Dimming the sun to minimise the effects of global warming, as
some have proposed, may bring on drought, scientists say.
They are
commenting on proposals to emulating the sun-dimming effects of large volcanic
eruptions to slow the earth's greenhouse effect.
Their study of the
1991 Mount Pinatubo eruption in the Philippines shows that the far-flung
effects of its sun-blocking particles led to a marked decrease in
precipitation worldwide.
An attempt to mimic volcanoes to cool the
earth by blocking solar energy reaching the planet's surface could have
similar short-term effects, they say, which could be worse than global
warming.
"They're all designed to cut the incoming [solar] radiation,"
says climate researcher Dr Kevin Trenberth, referring to various proposals to
geoengineer our way out of global warming.
But he says you can't
engineer the climate without thinking about the entire flow of that incoming
heat.
That heat flow warms tropical oceans, which evaporates lots of
water.
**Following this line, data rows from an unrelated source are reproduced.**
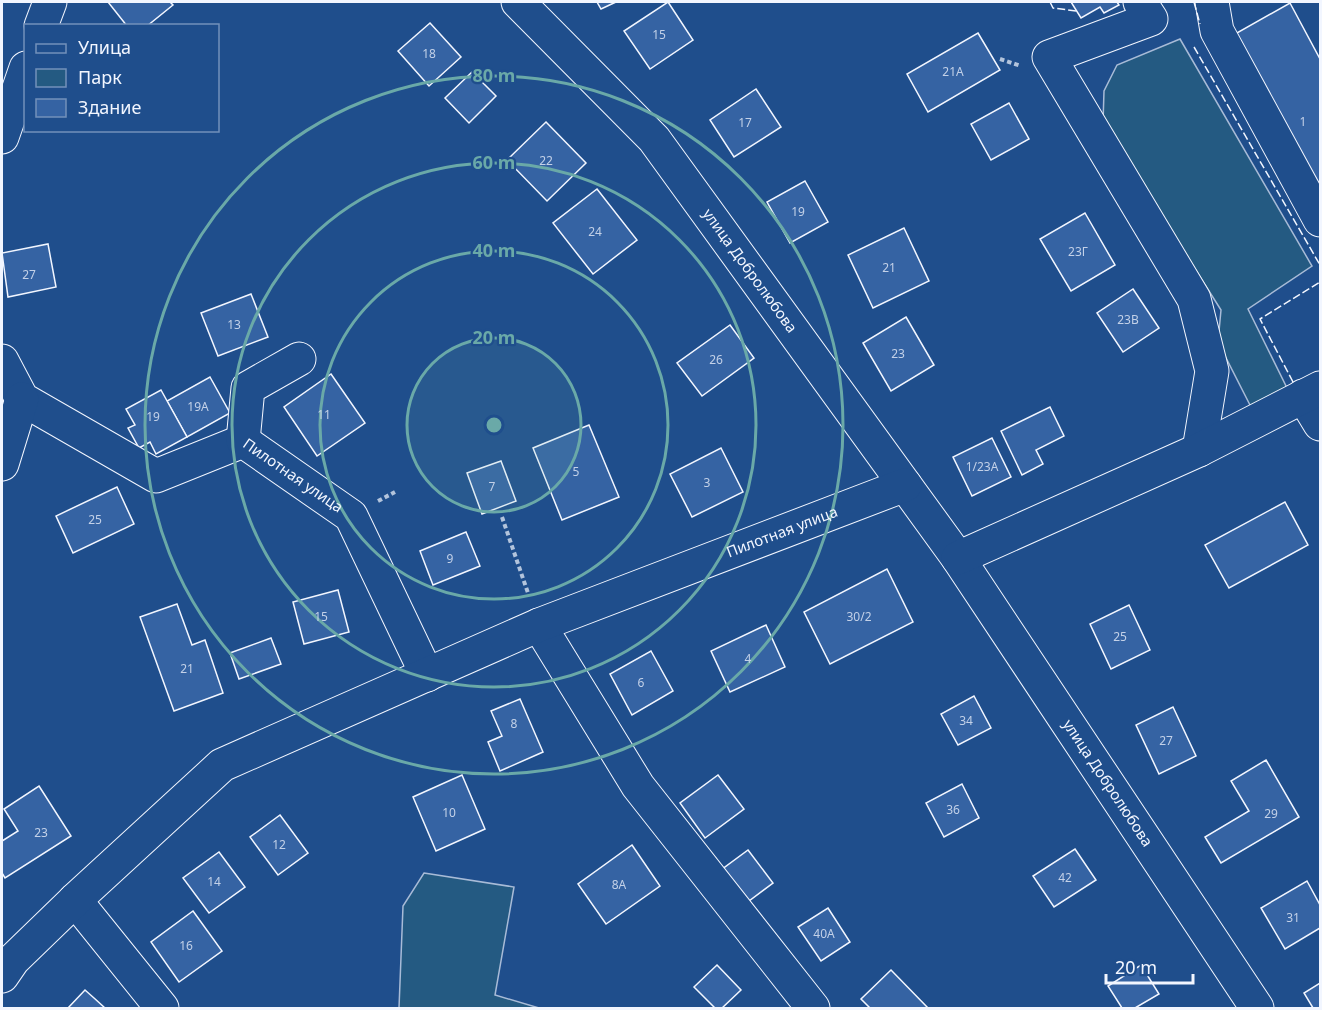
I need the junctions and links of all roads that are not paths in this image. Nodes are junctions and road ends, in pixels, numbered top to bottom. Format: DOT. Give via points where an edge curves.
graph roads {
  1 [pos="50,2"];
  2 [pos="518,2"];
  3 [pos="1140,2"];
  4 [pos="1212,2"];
  5 [pos="42,24"];
  6 [pos="24,74"];
  7 [pos="2,137"];
  8 [pos="1320,220"];
  9 [pos="299,358"];
  10 [pos="2,361"];
  11 [pos="1312,392"];
  12 [pos="22,399"];
  13 [pos="1320,424"];
  14 [pos="243,441"];
  15 [pos="1199,450"];
  16 [pos="2,464"];
  17 [pos="905,485"];
  18 [pos="958,558"];
  19 [pos="539,625"];
  20 [pos="427,675"];
  21 [pos="75,900"];
  22 [pos="5,957"];
  23 [pos="162,1008"];
  24 [pos="813,1008"];
  25 [pos="1257,1008"];
  1 -- 5 [label="street"];
  2 -- 17 [label="street, улица Добролюбова" via="654,139"];
  3 -- 15 [label="street" via="1151,19 1049,57 1194,299 1212,371"];
  4 -- 8 [label="street" via="1217,31"];
  6 -- 7 [label="street"];
  9 -- 14 [label="street" via="248,388"];
  10 -- 12 [label="street"];
  11 -- 13 [label="street"];
  11 -- 15 [label="street"];
  12 -- 14 [label="street, Пилотная улица" via="156,476"];
  12 -- 16 [label="street"];
  14 -- 20 [label="street, Пилотная улица" via="351,516"];
  15 -- 18 [label="street"];
  17 -- 18 [label="street, улица Добролюбова"];
  17 -- 19 [label="street, Пилотная улица"];
  18 -- 25 [label="street, улица Добролюбова"];
  19 -- 20 [label="street, Пилотная улица"];
  19 -- 24 [label="street" via="638,786"];
  20 -- 21 [label="street, Пилотная улица" via="222,765"];
  21 -- 22 [label="street, Пилотная улица"];
  21 -- 23 [label="street"];
}
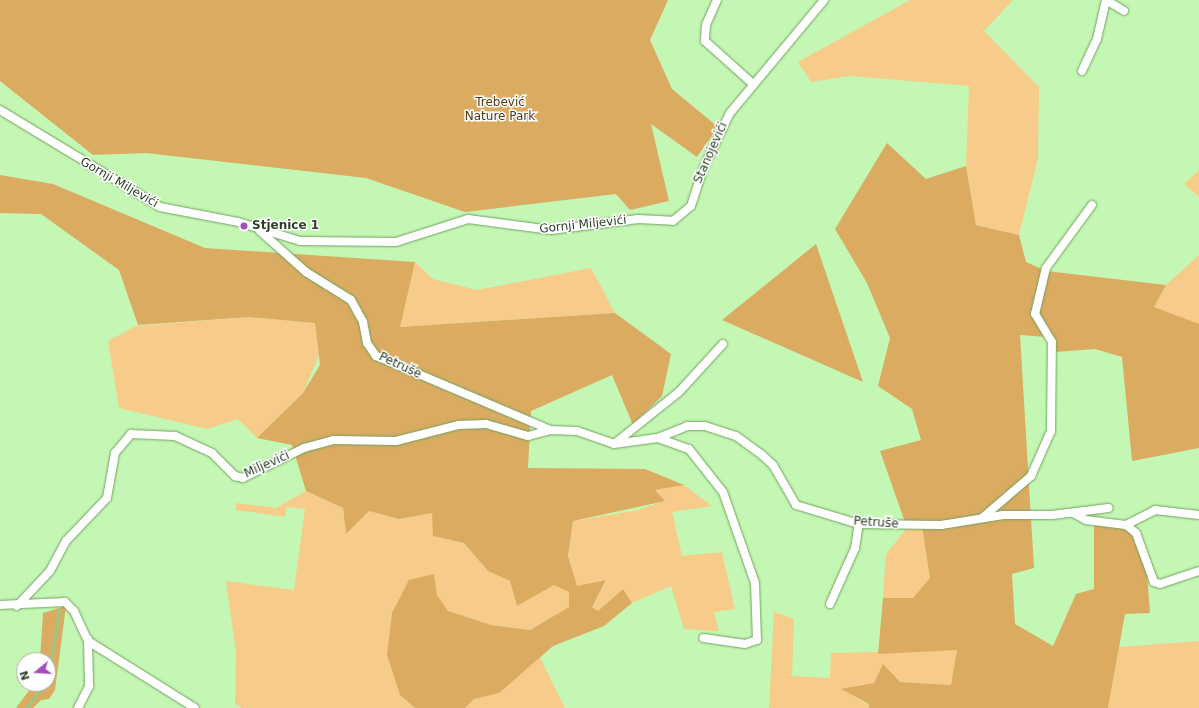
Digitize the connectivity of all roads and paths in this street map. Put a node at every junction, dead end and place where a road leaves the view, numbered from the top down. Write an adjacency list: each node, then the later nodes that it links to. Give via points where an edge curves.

The water vapour moves to higher latitudes, where it rains down and
releases heat that can radiate back into space.
"So if you are
changing this flow of energy, it's going to have an impact," says Trenberth,
who works at the US National Center for Atmospheric Research.
The immediate effect is less rain
falling worldwide, or drought.
Rivers run dry
Trenberth
and his colleague Dr Aiguo Dai found just such a pronounced drop in
precipitation, seen in terms of the world's stream and river flows, after the
1991 eruption.
There was a "singular decrease" in river discharges into
the oceans, says Trenberth, whose work is published in the journal Geophysical Research
Letters.
Unlike the more gradual effects of global warming,
experience shows that droughts can cause famine immediately, along with
political and economic instability.
"There is really a major ethical
aspect to it," says Trenberth. "If you can really [dim solar radiation], who
is in charge? Who plays God?"
After all, he says, it's one thing to
accidentally cause the climate to change, as has happened with global warming,
and another to deliberately tinker with it.
Dangers of
tinkering
Dr Robert Adler, a climate researcher from NASA's Goddard Space Flight
Center, agrees.
"Any time you are talking about geoengineering you have
to be very careful," he says.
"If you don't understand the system, and
we do not fully understand this system, you can get
perturbations."
Another problem with mimicking volcanoes is that you
have to keep doing it or face potential trouble when the effect wears off in
18 months or so and the climate rebounds, says Trenberth.